__WHAT IS BEING ASKED__.
Restate, in full and unchanged, the entries that follow, but not their pictures.

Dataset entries

-- -- --

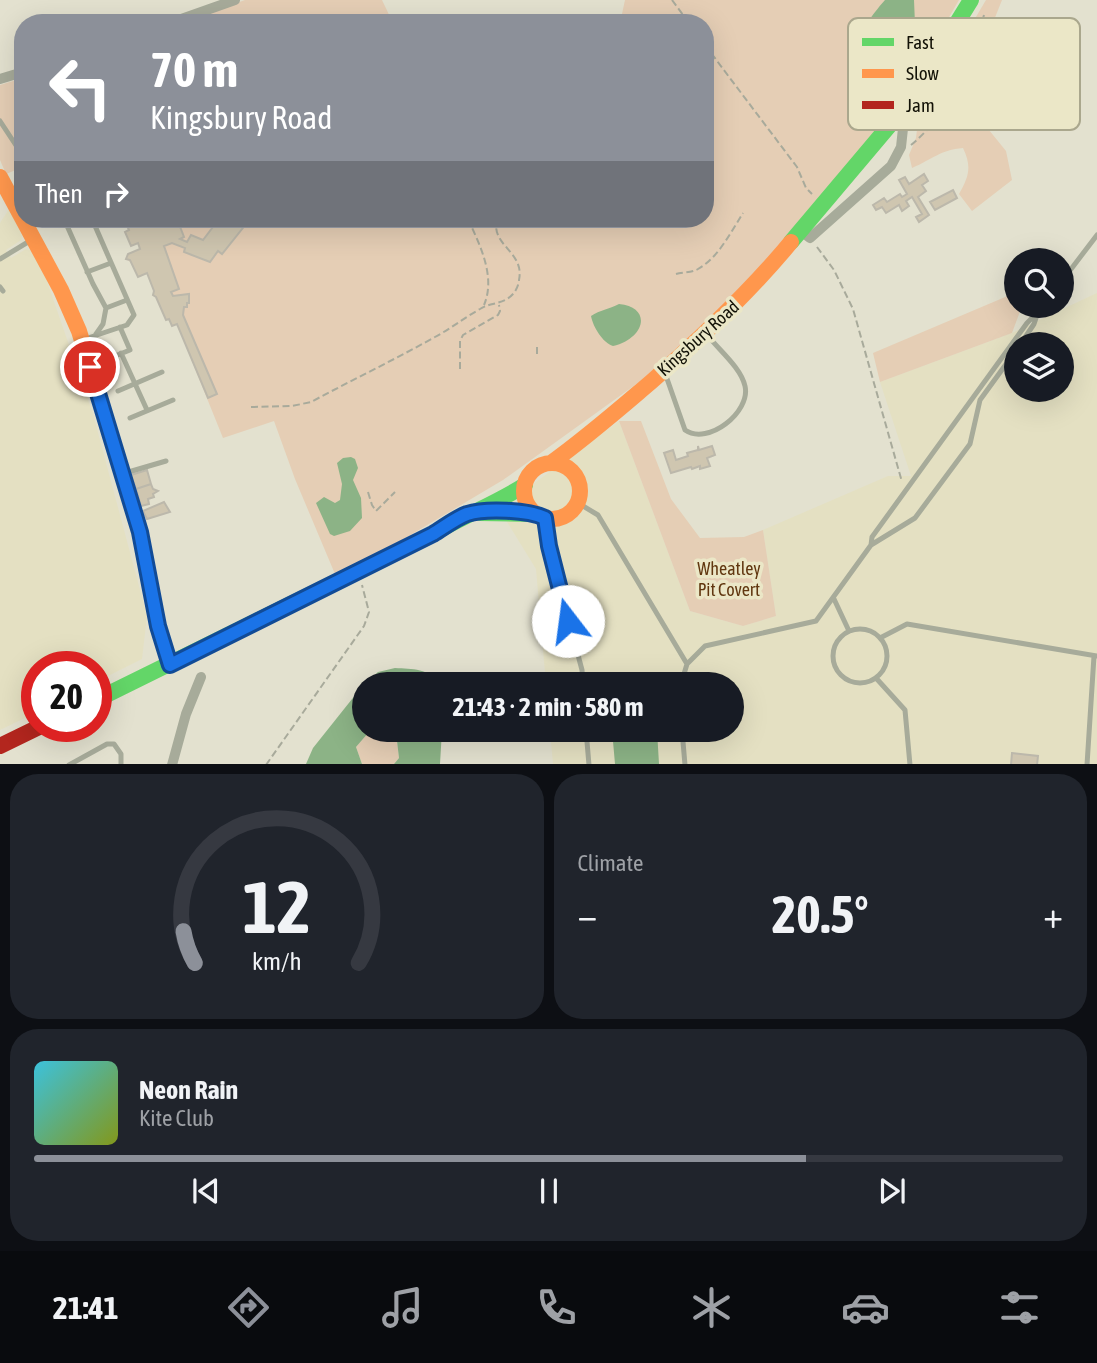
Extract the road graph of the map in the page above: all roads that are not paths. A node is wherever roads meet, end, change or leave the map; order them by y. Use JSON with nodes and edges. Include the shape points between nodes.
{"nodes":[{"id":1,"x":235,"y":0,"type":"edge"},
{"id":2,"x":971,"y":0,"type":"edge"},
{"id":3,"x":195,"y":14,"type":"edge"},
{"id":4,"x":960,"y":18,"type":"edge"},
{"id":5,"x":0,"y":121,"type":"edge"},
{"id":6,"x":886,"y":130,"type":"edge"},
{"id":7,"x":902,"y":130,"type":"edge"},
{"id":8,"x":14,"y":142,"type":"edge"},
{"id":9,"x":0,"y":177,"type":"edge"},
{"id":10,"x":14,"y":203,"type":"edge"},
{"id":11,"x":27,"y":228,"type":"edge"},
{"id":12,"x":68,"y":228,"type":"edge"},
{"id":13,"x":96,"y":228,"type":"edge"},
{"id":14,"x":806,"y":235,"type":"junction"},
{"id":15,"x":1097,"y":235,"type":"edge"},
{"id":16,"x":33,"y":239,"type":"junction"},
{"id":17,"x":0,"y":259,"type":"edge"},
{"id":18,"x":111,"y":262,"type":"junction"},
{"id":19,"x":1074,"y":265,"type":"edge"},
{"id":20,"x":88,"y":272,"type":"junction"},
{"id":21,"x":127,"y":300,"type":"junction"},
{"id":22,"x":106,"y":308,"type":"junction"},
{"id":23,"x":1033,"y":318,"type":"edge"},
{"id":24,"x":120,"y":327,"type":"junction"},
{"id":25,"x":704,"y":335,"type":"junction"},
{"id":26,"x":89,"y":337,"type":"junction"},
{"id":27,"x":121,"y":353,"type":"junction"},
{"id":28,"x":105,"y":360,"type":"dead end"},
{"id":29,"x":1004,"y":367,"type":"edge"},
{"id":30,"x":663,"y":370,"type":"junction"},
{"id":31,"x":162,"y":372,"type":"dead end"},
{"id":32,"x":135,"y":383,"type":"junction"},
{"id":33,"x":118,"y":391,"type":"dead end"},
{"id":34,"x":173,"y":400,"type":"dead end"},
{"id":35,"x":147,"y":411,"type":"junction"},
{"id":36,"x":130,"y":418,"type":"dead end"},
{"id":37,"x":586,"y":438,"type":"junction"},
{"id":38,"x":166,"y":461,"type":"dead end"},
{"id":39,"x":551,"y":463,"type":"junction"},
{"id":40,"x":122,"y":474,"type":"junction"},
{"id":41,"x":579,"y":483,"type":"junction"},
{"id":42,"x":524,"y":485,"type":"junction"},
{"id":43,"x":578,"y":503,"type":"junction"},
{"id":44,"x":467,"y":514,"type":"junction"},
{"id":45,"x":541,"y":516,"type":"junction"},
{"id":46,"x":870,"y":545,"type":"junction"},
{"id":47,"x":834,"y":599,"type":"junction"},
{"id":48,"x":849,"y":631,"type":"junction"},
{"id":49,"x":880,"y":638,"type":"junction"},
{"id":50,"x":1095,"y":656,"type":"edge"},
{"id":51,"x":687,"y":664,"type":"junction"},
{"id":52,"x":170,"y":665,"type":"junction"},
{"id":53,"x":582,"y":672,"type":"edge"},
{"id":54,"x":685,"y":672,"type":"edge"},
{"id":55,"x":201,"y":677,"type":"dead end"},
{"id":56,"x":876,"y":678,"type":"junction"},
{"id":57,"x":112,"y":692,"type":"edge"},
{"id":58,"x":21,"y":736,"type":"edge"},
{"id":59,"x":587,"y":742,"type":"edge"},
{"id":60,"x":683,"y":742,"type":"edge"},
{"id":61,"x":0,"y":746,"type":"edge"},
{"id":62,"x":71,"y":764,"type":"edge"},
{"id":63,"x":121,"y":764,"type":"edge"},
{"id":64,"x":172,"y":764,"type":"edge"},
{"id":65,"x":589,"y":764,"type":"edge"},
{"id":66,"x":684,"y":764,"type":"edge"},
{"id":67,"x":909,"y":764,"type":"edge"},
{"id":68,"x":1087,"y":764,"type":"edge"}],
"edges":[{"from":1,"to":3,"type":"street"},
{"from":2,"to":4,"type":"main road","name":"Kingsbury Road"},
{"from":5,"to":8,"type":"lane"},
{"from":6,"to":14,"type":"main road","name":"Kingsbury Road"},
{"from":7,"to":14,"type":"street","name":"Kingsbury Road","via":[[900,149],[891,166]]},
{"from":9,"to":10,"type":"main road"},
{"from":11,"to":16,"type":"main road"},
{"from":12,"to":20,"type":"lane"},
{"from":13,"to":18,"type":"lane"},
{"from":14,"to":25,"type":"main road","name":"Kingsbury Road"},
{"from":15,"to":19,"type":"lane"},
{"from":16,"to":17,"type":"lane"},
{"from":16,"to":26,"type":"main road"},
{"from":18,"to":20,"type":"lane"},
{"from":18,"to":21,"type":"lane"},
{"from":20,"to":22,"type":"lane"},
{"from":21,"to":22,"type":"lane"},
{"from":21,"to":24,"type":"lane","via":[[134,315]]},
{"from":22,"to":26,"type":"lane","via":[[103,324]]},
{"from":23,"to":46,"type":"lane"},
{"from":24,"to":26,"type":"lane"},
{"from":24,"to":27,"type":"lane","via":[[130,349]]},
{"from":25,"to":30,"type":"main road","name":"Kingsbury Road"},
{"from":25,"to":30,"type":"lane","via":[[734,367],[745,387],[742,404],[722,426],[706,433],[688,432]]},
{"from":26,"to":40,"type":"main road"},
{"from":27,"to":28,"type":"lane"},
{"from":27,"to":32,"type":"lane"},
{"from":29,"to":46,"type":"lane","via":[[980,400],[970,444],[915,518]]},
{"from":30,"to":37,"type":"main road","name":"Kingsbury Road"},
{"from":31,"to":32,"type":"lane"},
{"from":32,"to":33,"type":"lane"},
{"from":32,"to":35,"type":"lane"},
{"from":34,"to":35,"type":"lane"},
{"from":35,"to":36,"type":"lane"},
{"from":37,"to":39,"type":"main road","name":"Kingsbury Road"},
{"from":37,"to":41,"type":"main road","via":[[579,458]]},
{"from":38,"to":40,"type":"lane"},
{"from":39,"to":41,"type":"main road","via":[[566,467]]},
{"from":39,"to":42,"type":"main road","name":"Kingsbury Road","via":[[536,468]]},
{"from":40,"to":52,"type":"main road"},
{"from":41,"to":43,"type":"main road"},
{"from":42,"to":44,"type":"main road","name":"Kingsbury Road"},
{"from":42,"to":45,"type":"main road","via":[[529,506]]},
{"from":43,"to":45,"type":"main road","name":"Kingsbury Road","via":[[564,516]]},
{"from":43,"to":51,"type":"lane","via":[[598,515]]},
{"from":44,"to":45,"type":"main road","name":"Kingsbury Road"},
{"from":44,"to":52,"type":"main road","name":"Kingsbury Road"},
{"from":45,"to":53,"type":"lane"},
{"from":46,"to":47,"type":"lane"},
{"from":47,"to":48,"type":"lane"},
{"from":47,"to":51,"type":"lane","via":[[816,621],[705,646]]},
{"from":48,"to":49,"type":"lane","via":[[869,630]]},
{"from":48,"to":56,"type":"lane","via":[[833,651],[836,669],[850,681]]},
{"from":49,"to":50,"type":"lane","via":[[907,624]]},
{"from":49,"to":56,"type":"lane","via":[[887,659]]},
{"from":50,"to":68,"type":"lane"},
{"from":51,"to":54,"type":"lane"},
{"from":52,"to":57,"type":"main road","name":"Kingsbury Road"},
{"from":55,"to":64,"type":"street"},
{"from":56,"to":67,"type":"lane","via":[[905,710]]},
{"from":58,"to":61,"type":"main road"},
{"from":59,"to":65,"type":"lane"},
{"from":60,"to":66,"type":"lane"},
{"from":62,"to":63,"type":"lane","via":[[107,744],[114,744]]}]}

-- -- --

__TASK OUTPUT__.
Extract the road graph of the map in the page above: all roads that are not paths. A node is wherever roads meet, end, change or leave the map; order them by y. Use JSON with nodes and edges. Include the shape points between nodes.
{"nodes":[{"id":1,"x":235,"y":0,"type":"edge"},
{"id":2,"x":971,"y":0,"type":"edge"},
{"id":3,"x":195,"y":14,"type":"edge"},
{"id":4,"x":960,"y":18,"type":"edge"},
{"id":5,"x":0,"y":121,"type":"edge"},
{"id":6,"x":886,"y":130,"type":"edge"},
{"id":7,"x":902,"y":130,"type":"edge"},
{"id":8,"x":14,"y":142,"type":"edge"},
{"id":9,"x":0,"y":177,"type":"edge"},
{"id":10,"x":14,"y":203,"type":"edge"},
{"id":11,"x":27,"y":228,"type":"edge"},
{"id":12,"x":68,"y":228,"type":"edge"},
{"id":13,"x":96,"y":228,"type":"edge"},
{"id":14,"x":806,"y":235,"type":"junction"},
{"id":15,"x":1097,"y":235,"type":"edge"},
{"id":16,"x":33,"y":239,"type":"junction"},
{"id":17,"x":0,"y":259,"type":"edge"},
{"id":18,"x":111,"y":262,"type":"junction"},
{"id":19,"x":1074,"y":265,"type":"edge"},
{"id":20,"x":88,"y":272,"type":"junction"},
{"id":21,"x":127,"y":300,"type":"junction"},
{"id":22,"x":106,"y":308,"type":"junction"},
{"id":23,"x":1033,"y":318,"type":"edge"},
{"id":24,"x":120,"y":327,"type":"junction"},
{"id":25,"x":704,"y":335,"type":"junction"},
{"id":26,"x":89,"y":337,"type":"junction"},
{"id":27,"x":121,"y":353,"type":"junction"},
{"id":28,"x":105,"y":360,"type":"dead end"},
{"id":29,"x":1004,"y":367,"type":"edge"},
{"id":30,"x":663,"y":370,"type":"junction"},
{"id":31,"x":162,"y":372,"type":"dead end"},
{"id":32,"x":135,"y":383,"type":"junction"},
{"id":33,"x":118,"y":391,"type":"dead end"},
{"id":34,"x":173,"y":400,"type":"dead end"},
{"id":35,"x":147,"y":411,"type":"junction"},
{"id":36,"x":130,"y":418,"type":"dead end"},
{"id":37,"x":586,"y":438,"type":"junction"},
{"id":38,"x":166,"y":461,"type":"dead end"},
{"id":39,"x":551,"y":463,"type":"junction"},
{"id":40,"x":122,"y":474,"type":"junction"},
{"id":41,"x":579,"y":483,"type":"junction"},
{"id":42,"x":524,"y":485,"type":"junction"},
{"id":43,"x":578,"y":503,"type":"junction"},
{"id":44,"x":467,"y":514,"type":"junction"},
{"id":45,"x":541,"y":516,"type":"junction"},
{"id":46,"x":870,"y":545,"type":"junction"},
{"id":47,"x":834,"y":599,"type":"junction"},
{"id":48,"x":849,"y":631,"type":"junction"},
{"id":49,"x":880,"y":638,"type":"junction"},
{"id":50,"x":1095,"y":656,"type":"edge"},
{"id":51,"x":687,"y":664,"type":"junction"},
{"id":52,"x":170,"y":665,"type":"junction"},
{"id":53,"x":582,"y":672,"type":"edge"},
{"id":54,"x":685,"y":672,"type":"edge"},
{"id":55,"x":201,"y":677,"type":"dead end"},
{"id":56,"x":876,"y":678,"type":"junction"},
{"id":57,"x":112,"y":692,"type":"edge"},
{"id":58,"x":21,"y":736,"type":"edge"},
{"id":59,"x":587,"y":742,"type":"edge"},
{"id":60,"x":683,"y":742,"type":"edge"},
{"id":61,"x":0,"y":746,"type":"edge"},
{"id":62,"x":71,"y":764,"type":"edge"},
{"id":63,"x":121,"y":764,"type":"edge"},
{"id":64,"x":172,"y":764,"type":"edge"},
{"id":65,"x":589,"y":764,"type":"edge"},
{"id":66,"x":684,"y":764,"type":"edge"},
{"id":67,"x":909,"y":764,"type":"edge"},
{"id":68,"x":1087,"y":764,"type":"edge"}],
"edges":[{"from":1,"to":3,"type":"street"},
{"from":2,"to":4,"type":"main road","name":"Kingsbury Road"},
{"from":5,"to":8,"type":"lane"},
{"from":6,"to":14,"type":"main road","name":"Kingsbury Road"},
{"from":7,"to":14,"type":"street","name":"Kingsbury Road","via":[[900,149],[891,166]]},
{"from":9,"to":10,"type":"main road"},
{"from":11,"to":16,"type":"main road"},
{"from":12,"to":20,"type":"lane"},
{"from":13,"to":18,"type":"lane"},
{"from":14,"to":25,"type":"main road","name":"Kingsbury Road"},
{"from":15,"to":19,"type":"lane"},
{"from":16,"to":17,"type":"lane"},
{"from":16,"to":26,"type":"main road"},
{"from":18,"to":20,"type":"lane"},
{"from":18,"to":21,"type":"lane"},
{"from":20,"to":22,"type":"lane"},
{"from":21,"to":22,"type":"lane"},
{"from":21,"to":24,"type":"lane","via":[[134,315]]},
{"from":22,"to":26,"type":"lane","via":[[103,324]]},
{"from":23,"to":46,"type":"lane"},
{"from":24,"to":26,"type":"lane"},
{"from":24,"to":27,"type":"lane","via":[[130,349]]},
{"from":25,"to":30,"type":"main road","name":"Kingsbury Road"},
{"from":25,"to":30,"type":"lane","via":[[734,367],[745,387],[742,404],[722,426],[706,433],[688,432]]},
{"from":26,"to":40,"type":"main road"},
{"from":27,"to":28,"type":"lane"},
{"from":27,"to":32,"type":"lane"},
{"from":29,"to":46,"type":"lane","via":[[980,400],[970,444],[915,518]]},
{"from":30,"to":37,"type":"main road","name":"Kingsbury Road"},
{"from":31,"to":32,"type":"lane"},
{"from":32,"to":33,"type":"lane"},
{"from":32,"to":35,"type":"lane"},
{"from":34,"to":35,"type":"lane"},
{"from":35,"to":36,"type":"lane"},
{"from":37,"to":39,"type":"main road","name":"Kingsbury Road"},
{"from":37,"to":41,"type":"main road","via":[[579,458]]},
{"from":38,"to":40,"type":"lane"},
{"from":39,"to":41,"type":"main road","via":[[566,467]]},
{"from":39,"to":42,"type":"main road","name":"Kingsbury Road","via":[[536,468]]},
{"from":40,"to":52,"type":"main road"},
{"from":41,"to":43,"type":"main road"},
{"from":42,"to":44,"type":"main road","name":"Kingsbury Road"},
{"from":42,"to":45,"type":"main road","via":[[529,506]]},
{"from":43,"to":45,"type":"main road","name":"Kingsbury Road","via":[[564,516]]},
{"from":43,"to":51,"type":"lane","via":[[598,515]]},
{"from":44,"to":45,"type":"main road","name":"Kingsbury Road"},
{"from":44,"to":52,"type":"main road","name":"Kingsbury Road"},
{"from":45,"to":53,"type":"lane"},
{"from":46,"to":47,"type":"lane"},
{"from":47,"to":48,"type":"lane"},
{"from":47,"to":51,"type":"lane","via":[[816,621],[705,646]]},
{"from":48,"to":49,"type":"lane","via":[[869,630]]},
{"from":48,"to":56,"type":"lane","via":[[833,651],[836,669],[850,681]]},
{"from":49,"to":50,"type":"lane","via":[[907,624]]},
{"from":49,"to":56,"type":"lane","via":[[887,659]]},
{"from":50,"to":68,"type":"lane"},
{"from":51,"to":54,"type":"lane"},
{"from":52,"to":57,"type":"main road","name":"Kingsbury Road"},
{"from":55,"to":64,"type":"street"},
{"from":56,"to":67,"type":"lane","via":[[905,710]]},
{"from":58,"to":61,"type":"main road"},
{"from":59,"to":65,"type":"lane"},
{"from":60,"to":66,"type":"lane"},
{"from":62,"to":63,"type":"lane","via":[[107,744],[114,744]]}]}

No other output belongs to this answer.